2005-02-22 Thread Dean Jackson
John,
On 22 Feb 2005, at 15:42, John Allsopp wrote:
I don't think it's beyond the scope of the W3C. We're constantly 
looking
at technologies like XUL. Do people see the need for standardisation
in this area?
Sure.
I think the real benefit of standardisation and standards bodies is 
not necessarily the standards they develop (in a sense, it's not even 
necessary, and arguably not even advisable they develop those 
standards, at least not from top to bottom) but that by anointing 
technology it becomes a common good.
Agreed. It seems to be a fairly common discussion topic nowadays as to 
whether or not a standards body should be generally creating or 
generally adopting. My take is it depends.

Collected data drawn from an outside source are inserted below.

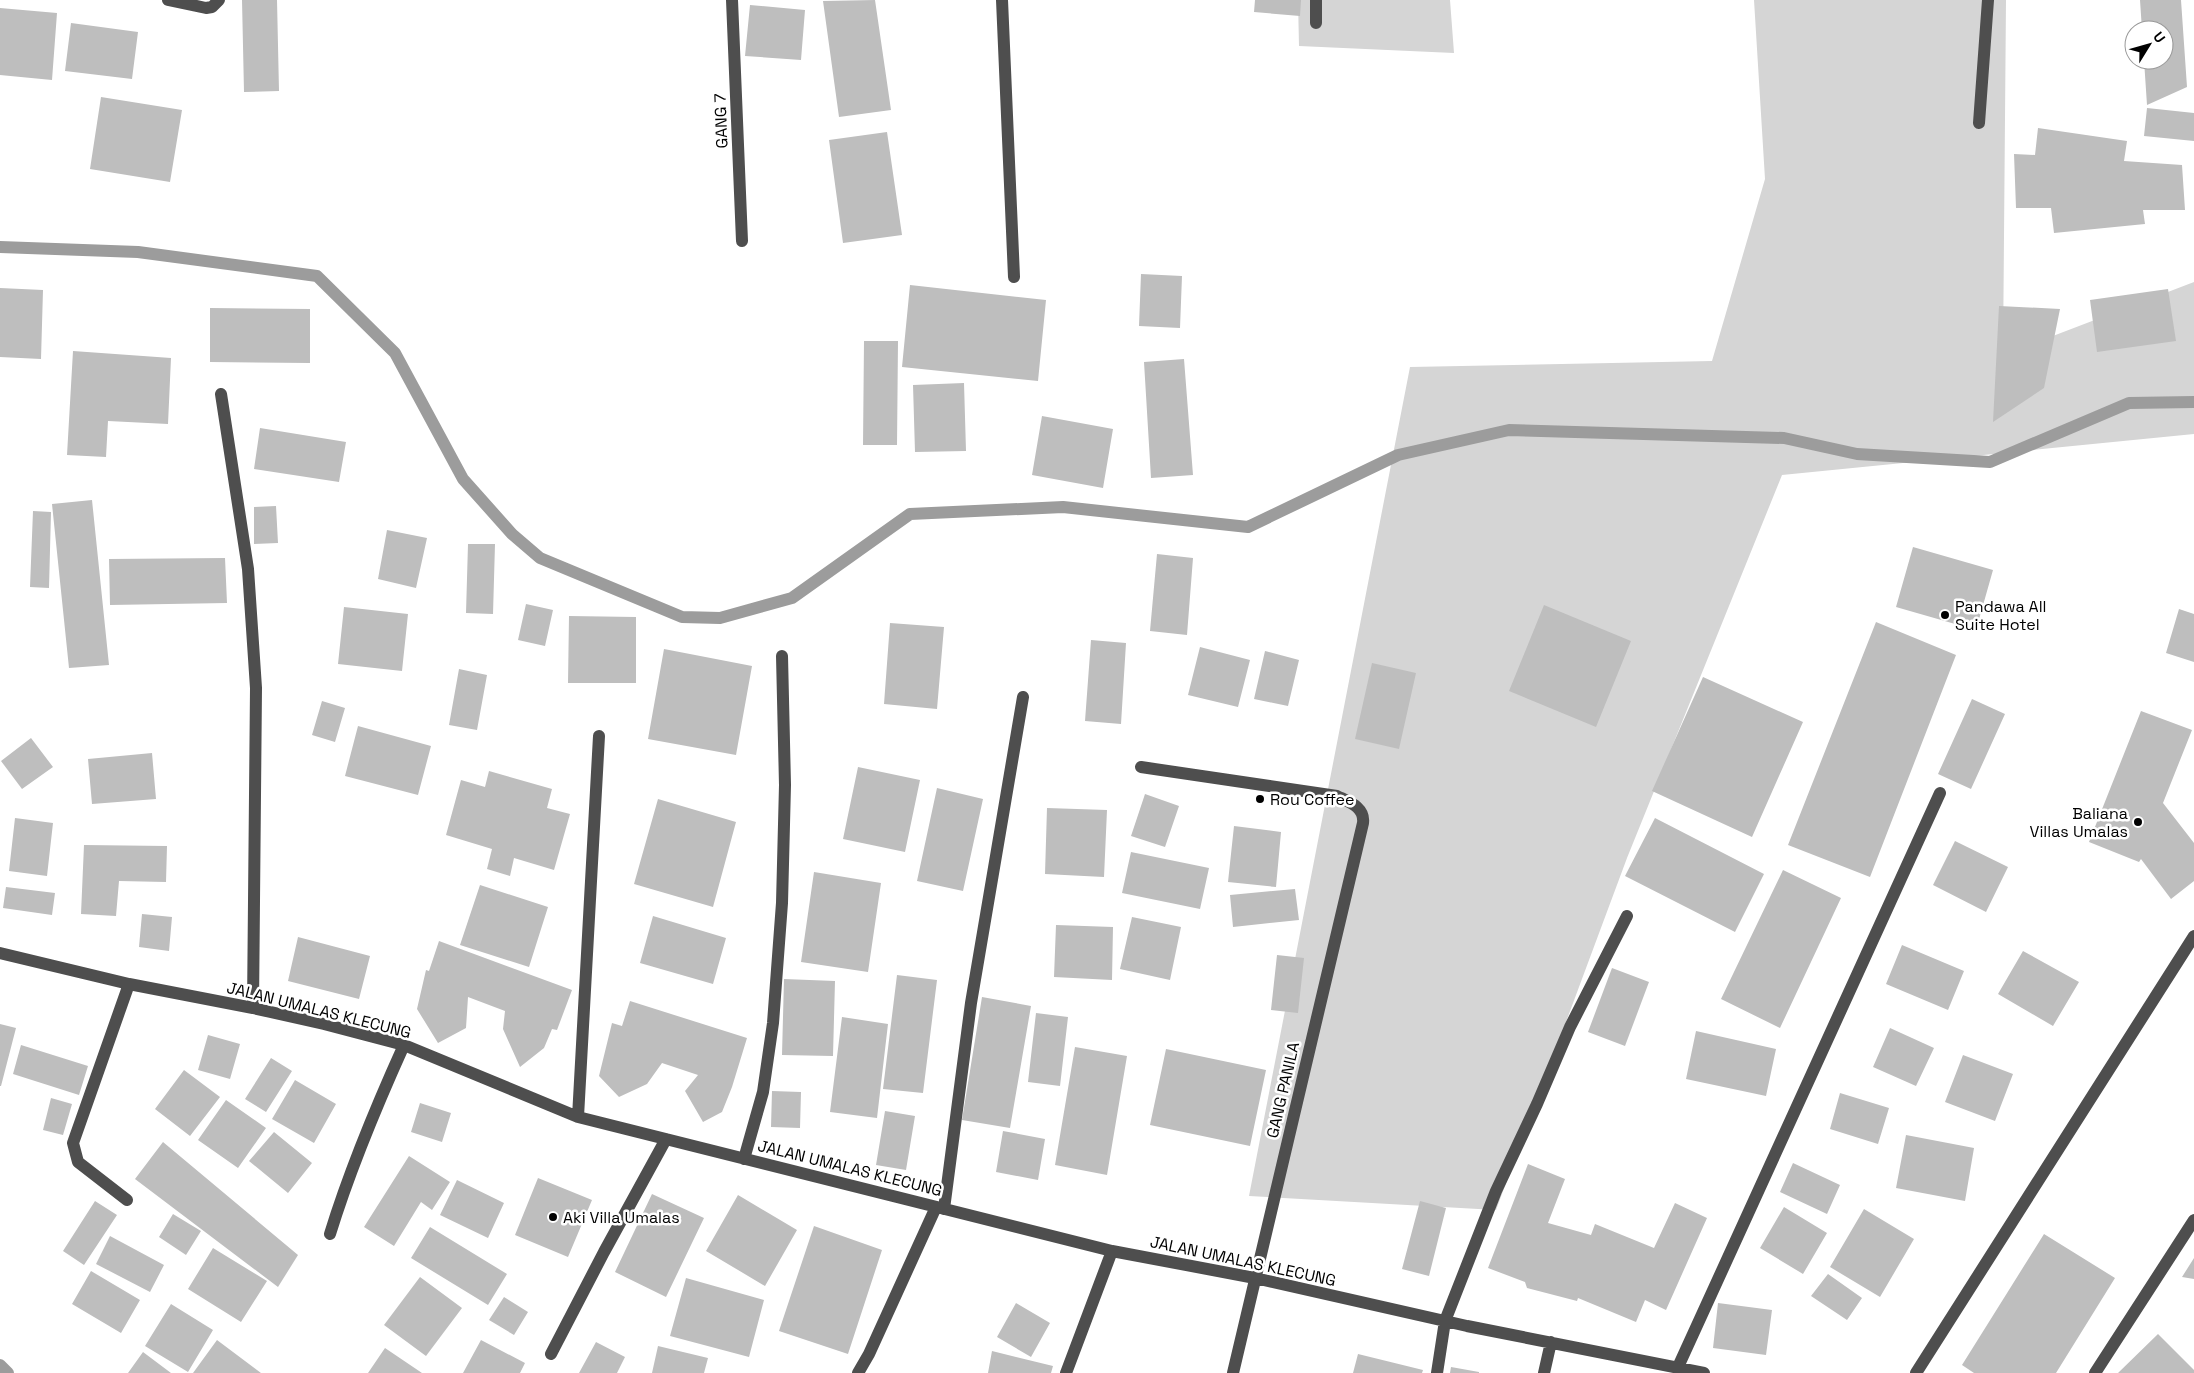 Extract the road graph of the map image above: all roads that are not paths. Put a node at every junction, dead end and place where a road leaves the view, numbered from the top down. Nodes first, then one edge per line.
1 (168, 0) edge
2 (219, 0) edge
3 (732, 0) edge
4 (1002, 0) edge
5 (1316, 0) edge
6 (1988, 0) edge
7 (1316, 23) dead end
8 (1978, 123) dead end
9 (742, 241) dead end
10 (1014, 277) dead end
11 (221, 394) dead end
12 (782, 656) dead end
13 (1023, 697) dead end
14 (599, 736) dead end
15 (1141, 767) dead end
16 (1940, 793) dead end
17 (1627, 916) dead end
18 (2194, 936) edge
19 (0, 953) edge
20 (129, 984) junction
21 (253, 1008) junction
22 (404, 1045) junction
23 (578, 1117) junction
24 (666, 1139) junction
25 (744, 1158) junction
26 (127, 1200) dead end
27 (940, 1208) junction
28 (2194, 1220) edge
29 (330, 1234) dead end
30 (1112, 1251) junction
31 (1255, 1278) junction
32 (1445, 1321) junction
33 (1551, 1342) junction
34 (551, 1354) dead end
35 (1678, 1368) junction
36 (858, 1373) edge
37 (1066, 1373) edge
38 (1233, 1373) edge
39 (1437, 1373) edge
40 (1544, 1373) edge
41 (1704, 1373) edge
42 (1916, 1373) edge
43 (2095, 1373) edge

1 - 2 street
3 - 9 street, GANG 7
4 - 10 street
5 - 7 street
6 - 8 street
11 - 21 street
12 - 25 street
13 - 27 street
14 - 23 street
15 - 31 street, GANG PANILA
16 - 35 street
17 - 32 street
18 - 42 street
19 - 20 street, JALAN UMALAS KLECUNG
20 - 21 street, JALAN UMALAS KLECUNG
20 - 26 street
21 - 22 street, JALAN UMALAS KLECUNG
22 - 23 street, JALAN UMALAS KLECUNG
22 - 29 street
23 - 24 street, JALAN UMALAS KLECUNG
24 - 25 street, JALAN UMALAS KLECUNG
24 - 34 street
25 - 27 street, JALAN UMALAS KLECUNG
27 - 30 street, JALAN UMALAS KLECUNG
27 - 36 street
28 - 43 street
30 - 31 street, JALAN UMALAS KLECUNG
30 - 37 street
31 - 32 street, JALAN UMALAS KLECUNG
31 - 38 street, GANG PANILA
32 - 33 street, JALAN UMALAS KLECUNG
32 - 39 street
33 - 35 street, JALAN UMALAS KLECUNG
33 - 40 street
35 - 41 street, JALAN UMALAS KLECUNG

The alternative is industry  standards that is winner takes all 
proprietary technologies, which are the property and strategic asset 
of their creator.

XUL/XAML is a very good example of this. XUL was developed at Mozilla, 
whose implementation was a great proof of concept. It's a shame that 
early on in its development Mozilla didn't take it to WC
By this you mean flush it down the toilet? ;)
and say, look here is this really cool technology that works, would 
you guys like to work with us to standardize this?
Or maybe they did and I don't know about it.
As far as I know, XUL was never a submission to W3C. I know a lot of 
W3C Groups have considered work in the general area (including XForms 
and SVG, and obviously CSS has been thinking about UI). In the cases 
I'm aware of we were hesitant to start down the road of defining a UI 
toolkit (we'd heard many horror stories of how much effort it is to 
complete such a task).

However, maybe we were wrong? Maybe XUL is a comfortable sweet spot?
Unfortunately now we have two competing technologies that are similar, 
leading to years if not decades in the delay of the adoption of XUL 
like solutions.
Interesting that you think the appearance of XAML will have an effect 
on XUL adoption, since XUL has been around for so long. I'm not saying 
that I think it won't delay adoption, just that I don't know :)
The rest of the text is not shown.